Say only how many lines in the entries below contain the word "Stagecoach".
MATERIAL FOR THE TASK Start Marker
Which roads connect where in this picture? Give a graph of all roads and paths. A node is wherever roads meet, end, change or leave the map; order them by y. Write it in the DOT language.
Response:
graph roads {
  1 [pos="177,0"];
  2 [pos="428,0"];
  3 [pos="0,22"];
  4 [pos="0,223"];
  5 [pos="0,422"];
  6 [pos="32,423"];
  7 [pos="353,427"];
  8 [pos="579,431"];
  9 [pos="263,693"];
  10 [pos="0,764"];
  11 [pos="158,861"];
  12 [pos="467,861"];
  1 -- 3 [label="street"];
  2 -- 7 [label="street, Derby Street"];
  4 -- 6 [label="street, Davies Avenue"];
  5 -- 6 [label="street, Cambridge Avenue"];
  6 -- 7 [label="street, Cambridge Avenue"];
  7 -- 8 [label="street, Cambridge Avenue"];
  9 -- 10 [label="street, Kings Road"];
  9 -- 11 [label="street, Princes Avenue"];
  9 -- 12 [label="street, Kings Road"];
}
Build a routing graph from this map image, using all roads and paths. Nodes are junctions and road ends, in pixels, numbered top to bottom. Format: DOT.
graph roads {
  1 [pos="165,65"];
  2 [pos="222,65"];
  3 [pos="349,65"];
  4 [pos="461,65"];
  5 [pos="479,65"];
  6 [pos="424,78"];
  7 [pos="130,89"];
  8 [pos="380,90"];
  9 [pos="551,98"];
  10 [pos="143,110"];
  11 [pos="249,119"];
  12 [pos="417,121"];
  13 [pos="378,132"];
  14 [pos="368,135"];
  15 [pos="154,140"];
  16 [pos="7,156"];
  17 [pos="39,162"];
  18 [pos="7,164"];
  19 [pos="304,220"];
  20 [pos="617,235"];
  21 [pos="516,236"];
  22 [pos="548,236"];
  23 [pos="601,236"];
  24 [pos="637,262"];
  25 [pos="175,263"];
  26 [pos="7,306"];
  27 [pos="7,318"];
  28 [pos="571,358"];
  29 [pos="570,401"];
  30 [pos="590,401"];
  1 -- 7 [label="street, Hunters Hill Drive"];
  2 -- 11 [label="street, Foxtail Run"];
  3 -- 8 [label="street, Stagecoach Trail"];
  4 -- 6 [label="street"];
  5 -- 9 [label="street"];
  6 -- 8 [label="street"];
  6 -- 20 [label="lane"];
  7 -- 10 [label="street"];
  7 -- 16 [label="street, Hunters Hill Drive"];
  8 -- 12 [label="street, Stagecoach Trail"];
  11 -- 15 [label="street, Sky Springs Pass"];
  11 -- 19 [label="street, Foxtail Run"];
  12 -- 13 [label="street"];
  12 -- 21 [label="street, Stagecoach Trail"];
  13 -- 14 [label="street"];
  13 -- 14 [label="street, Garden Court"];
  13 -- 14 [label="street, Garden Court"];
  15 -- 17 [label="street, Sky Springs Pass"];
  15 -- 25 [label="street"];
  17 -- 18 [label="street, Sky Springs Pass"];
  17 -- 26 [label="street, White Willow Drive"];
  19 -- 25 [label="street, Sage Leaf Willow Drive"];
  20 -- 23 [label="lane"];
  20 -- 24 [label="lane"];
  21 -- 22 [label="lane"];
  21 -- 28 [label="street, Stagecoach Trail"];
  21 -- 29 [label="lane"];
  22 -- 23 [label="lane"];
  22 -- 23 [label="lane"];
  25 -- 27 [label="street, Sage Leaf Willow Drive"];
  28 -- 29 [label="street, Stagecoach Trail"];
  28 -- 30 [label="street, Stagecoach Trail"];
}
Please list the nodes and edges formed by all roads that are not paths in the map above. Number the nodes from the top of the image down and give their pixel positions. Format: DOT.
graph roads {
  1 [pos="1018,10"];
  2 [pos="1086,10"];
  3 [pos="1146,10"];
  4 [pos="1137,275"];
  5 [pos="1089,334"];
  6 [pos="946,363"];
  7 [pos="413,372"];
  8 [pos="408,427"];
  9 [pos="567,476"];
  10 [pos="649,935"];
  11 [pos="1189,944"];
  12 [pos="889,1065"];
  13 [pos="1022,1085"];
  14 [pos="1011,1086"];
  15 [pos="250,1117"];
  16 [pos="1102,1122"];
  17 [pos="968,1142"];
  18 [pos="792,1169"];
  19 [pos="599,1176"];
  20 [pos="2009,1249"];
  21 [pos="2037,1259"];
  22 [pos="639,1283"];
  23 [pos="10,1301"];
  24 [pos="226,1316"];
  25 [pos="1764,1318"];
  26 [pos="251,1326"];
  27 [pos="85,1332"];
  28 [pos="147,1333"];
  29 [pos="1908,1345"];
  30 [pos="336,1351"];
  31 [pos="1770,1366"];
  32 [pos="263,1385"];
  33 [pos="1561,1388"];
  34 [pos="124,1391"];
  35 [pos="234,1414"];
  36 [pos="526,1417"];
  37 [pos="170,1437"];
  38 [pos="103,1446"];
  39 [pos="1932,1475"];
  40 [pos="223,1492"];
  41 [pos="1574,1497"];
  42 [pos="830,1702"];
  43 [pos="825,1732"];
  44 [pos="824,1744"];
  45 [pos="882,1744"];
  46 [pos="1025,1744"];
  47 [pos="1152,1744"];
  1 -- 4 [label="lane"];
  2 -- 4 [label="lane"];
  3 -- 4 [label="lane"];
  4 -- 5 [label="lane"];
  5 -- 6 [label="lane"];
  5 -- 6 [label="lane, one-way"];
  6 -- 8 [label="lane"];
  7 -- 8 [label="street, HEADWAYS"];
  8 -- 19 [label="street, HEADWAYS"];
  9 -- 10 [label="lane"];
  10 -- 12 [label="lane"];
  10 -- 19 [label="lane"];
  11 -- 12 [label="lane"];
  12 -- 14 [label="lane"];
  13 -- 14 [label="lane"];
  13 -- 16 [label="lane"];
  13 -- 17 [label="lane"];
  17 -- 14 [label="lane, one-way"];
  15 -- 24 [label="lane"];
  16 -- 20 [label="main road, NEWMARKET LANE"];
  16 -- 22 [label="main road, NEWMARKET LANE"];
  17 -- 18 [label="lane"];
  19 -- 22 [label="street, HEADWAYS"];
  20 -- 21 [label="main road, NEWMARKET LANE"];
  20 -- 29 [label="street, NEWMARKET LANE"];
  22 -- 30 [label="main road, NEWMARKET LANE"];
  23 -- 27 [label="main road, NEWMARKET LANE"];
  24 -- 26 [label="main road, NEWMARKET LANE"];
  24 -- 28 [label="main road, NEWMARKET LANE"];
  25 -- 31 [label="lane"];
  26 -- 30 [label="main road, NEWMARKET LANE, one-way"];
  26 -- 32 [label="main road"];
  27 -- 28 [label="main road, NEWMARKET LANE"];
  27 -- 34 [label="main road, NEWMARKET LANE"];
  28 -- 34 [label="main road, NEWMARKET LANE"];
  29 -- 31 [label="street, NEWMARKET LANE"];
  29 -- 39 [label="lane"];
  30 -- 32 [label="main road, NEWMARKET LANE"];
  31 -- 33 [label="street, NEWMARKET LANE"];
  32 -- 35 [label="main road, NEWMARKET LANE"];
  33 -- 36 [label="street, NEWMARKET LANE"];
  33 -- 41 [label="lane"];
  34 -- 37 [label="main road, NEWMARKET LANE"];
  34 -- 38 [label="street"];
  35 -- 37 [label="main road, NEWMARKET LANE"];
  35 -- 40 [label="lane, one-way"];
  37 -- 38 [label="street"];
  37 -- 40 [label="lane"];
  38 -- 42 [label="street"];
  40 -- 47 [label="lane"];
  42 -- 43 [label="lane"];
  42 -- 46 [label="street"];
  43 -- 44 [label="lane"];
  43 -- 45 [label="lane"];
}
MATERIAL FOR THE TASK End Marker
YOUR SOLUTION
6